The data Block Start

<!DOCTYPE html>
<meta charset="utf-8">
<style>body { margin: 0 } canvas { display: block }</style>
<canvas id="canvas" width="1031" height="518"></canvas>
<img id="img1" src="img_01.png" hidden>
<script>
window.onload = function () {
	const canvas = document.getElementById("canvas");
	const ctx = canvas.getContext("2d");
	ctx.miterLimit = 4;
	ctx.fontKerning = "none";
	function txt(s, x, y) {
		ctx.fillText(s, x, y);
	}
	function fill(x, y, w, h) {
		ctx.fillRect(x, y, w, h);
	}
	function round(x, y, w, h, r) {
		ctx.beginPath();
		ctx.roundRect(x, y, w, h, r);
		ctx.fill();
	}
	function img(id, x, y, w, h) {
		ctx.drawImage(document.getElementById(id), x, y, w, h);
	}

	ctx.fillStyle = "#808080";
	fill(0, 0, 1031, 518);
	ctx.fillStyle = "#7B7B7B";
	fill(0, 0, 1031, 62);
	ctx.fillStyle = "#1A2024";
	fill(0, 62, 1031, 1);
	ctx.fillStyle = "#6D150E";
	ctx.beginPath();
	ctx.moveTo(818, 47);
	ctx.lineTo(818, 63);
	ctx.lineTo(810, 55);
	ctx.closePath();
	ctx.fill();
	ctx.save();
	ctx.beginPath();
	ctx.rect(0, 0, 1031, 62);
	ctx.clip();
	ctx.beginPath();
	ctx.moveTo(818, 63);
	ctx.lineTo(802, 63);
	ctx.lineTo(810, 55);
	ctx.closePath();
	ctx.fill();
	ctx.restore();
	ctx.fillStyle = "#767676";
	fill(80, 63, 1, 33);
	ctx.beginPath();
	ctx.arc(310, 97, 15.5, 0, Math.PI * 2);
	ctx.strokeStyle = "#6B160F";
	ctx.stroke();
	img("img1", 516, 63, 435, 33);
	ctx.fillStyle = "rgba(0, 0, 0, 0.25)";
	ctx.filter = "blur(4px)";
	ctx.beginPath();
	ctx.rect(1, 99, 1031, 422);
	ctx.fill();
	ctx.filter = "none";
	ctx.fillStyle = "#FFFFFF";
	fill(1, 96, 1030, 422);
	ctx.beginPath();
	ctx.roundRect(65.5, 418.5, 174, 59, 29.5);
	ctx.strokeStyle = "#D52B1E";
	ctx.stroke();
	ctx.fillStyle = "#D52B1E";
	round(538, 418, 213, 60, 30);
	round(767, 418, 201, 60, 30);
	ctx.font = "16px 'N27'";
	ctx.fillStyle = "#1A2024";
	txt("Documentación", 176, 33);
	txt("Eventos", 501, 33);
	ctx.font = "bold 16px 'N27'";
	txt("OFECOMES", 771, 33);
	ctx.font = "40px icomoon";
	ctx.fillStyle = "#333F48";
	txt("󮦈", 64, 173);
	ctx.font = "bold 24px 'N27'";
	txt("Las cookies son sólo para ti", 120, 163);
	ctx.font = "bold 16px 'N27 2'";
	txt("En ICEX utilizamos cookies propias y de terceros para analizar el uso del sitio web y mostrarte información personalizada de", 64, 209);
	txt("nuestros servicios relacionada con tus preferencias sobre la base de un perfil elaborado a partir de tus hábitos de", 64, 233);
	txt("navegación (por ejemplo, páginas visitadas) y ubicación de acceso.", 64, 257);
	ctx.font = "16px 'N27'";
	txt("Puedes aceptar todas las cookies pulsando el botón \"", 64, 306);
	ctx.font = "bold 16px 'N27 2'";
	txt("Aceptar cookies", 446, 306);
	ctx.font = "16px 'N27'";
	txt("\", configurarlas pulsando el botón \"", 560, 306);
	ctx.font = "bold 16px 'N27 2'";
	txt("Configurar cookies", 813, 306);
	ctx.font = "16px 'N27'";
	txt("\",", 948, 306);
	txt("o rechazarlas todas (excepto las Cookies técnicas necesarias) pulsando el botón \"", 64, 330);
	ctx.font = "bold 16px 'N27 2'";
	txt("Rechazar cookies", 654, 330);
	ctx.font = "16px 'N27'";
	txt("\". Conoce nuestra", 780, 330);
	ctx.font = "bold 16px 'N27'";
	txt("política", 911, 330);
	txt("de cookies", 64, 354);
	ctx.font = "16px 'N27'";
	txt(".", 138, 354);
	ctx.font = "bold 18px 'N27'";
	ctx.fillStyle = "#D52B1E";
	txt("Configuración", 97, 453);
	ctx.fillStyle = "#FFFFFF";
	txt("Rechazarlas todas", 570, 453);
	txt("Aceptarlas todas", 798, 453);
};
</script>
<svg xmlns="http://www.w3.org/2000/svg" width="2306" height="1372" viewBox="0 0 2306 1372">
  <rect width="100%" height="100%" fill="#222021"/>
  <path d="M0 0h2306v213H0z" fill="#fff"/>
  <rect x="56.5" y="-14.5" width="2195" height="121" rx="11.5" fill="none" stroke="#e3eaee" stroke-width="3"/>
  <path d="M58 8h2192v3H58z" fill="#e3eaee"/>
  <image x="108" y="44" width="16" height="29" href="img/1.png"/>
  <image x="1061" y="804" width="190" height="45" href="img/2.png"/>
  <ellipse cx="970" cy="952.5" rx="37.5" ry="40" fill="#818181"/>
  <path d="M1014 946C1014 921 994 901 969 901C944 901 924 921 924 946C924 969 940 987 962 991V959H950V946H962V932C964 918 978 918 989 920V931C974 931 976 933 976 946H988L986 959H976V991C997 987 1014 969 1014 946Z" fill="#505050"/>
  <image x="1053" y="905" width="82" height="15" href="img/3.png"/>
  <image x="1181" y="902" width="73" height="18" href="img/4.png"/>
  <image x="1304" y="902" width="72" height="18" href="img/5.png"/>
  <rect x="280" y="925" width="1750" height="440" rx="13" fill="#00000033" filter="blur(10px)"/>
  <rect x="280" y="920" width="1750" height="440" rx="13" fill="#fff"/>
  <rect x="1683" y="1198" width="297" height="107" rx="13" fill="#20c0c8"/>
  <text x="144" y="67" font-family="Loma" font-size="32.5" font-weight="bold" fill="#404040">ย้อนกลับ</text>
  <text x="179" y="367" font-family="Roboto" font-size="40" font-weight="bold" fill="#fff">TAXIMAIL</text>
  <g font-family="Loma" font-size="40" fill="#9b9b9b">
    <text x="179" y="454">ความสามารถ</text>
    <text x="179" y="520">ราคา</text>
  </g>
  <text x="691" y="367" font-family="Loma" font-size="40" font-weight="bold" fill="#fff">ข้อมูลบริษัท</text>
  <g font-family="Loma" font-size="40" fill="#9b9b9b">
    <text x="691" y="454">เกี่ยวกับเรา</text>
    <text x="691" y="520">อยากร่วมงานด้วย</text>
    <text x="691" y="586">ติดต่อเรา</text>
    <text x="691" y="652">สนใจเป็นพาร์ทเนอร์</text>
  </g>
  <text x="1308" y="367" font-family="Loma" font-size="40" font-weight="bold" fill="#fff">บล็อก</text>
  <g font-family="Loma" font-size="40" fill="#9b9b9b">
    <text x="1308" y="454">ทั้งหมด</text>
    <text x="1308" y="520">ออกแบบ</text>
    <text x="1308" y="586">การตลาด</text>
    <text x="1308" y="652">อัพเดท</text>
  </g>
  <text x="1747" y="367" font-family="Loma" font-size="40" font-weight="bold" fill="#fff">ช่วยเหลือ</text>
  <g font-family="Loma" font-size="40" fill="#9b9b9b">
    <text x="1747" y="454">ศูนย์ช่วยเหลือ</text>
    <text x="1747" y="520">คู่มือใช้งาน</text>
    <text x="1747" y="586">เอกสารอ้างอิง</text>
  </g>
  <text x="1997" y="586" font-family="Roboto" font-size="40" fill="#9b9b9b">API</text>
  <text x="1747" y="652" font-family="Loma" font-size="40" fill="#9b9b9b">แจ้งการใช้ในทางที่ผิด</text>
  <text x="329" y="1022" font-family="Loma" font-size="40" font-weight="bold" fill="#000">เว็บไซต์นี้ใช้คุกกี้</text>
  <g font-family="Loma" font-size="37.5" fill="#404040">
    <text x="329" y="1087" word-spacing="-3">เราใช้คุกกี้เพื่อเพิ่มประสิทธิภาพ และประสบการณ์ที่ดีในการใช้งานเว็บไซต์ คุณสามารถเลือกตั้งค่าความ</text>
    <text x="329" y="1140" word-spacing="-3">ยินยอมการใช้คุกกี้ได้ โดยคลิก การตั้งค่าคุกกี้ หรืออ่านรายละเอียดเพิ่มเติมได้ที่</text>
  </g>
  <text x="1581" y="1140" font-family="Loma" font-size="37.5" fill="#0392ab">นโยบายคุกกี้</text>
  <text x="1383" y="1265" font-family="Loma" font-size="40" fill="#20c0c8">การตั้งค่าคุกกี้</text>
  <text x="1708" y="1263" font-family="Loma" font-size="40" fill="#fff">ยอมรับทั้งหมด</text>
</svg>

The data Block End

Exercise
For every line of the entries above that holds "none", add one to a tally, and report only the final count.

Written answer
3